The Production Linked Incentive Scheme (PLI) for Large Spectrum Electronics Production provides a monetary incentive to enhance domestic manufacturing and attract significant investments in the electronics value chain, which includes mobile phones, electronic components, and ATMP devices.
“Preference should be given to companies who establish larger capacity plants.” However, in order to qualify for the auction, the applicant manufacturer must commit to establishing a production unit with a minimum capacity of 1,000 MW,” the ministry stated.
What is the aim behind this move?
To encourage the manufacture of high-efficiency solar PV modules in India, therefore reducing reliance on imports in the field of renewable energy.
- The PLI plan, which aims to enhance domestic manufacturing in the country, is a central government effort aimed at making the indigenous sector globally competitive and producing high-value export-oriented goods.

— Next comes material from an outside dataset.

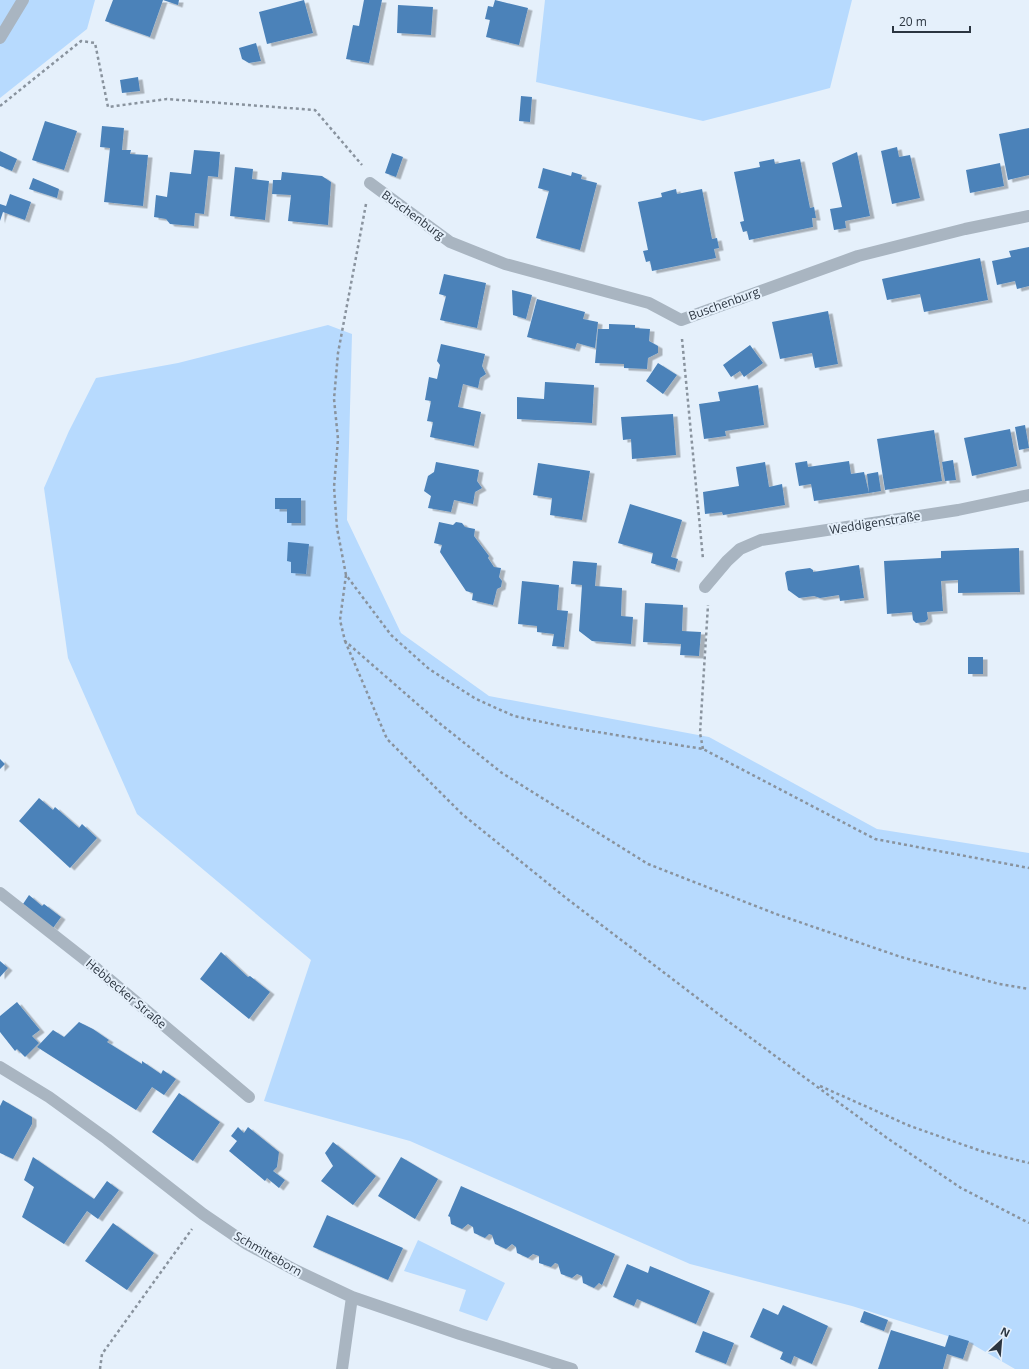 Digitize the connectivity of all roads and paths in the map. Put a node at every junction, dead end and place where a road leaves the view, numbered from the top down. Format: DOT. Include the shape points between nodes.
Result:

- The Union Cabinet approved a programme to boost processed food production last week, at a cost of Rs 10,900 crore to the exchequer for the next six years.
The objectives of the PLI Scheme include:
- To increase solar PV module production capacity for high-efficiency modules.
- Bringing cutting-edge technology to India for the production of high-efficiency modules. The system will be technology-neutral, allowing any technologies. However, innovations that result in improved module performance will be rewarded.
- To encourage the establishment of integrated plants in order to improve quality control and competitiveness.
- To create an ecosystem for the sourcing of local materials in the solar manufacturing industry.
- Job creation and technical self-sufficiency
According to the official press release, “The primary goal of the PLI programme is to make Indian manufacturing globally competitive by removing sectoral barriers, establishing economies of scale, and assuring efficiency. It is intended to build a full component ecosystem in India and to integrate India into global supply chains. The programme is anticipated to attract worldwide investments, provide large-scale job opportunities, and significantly boost exports.”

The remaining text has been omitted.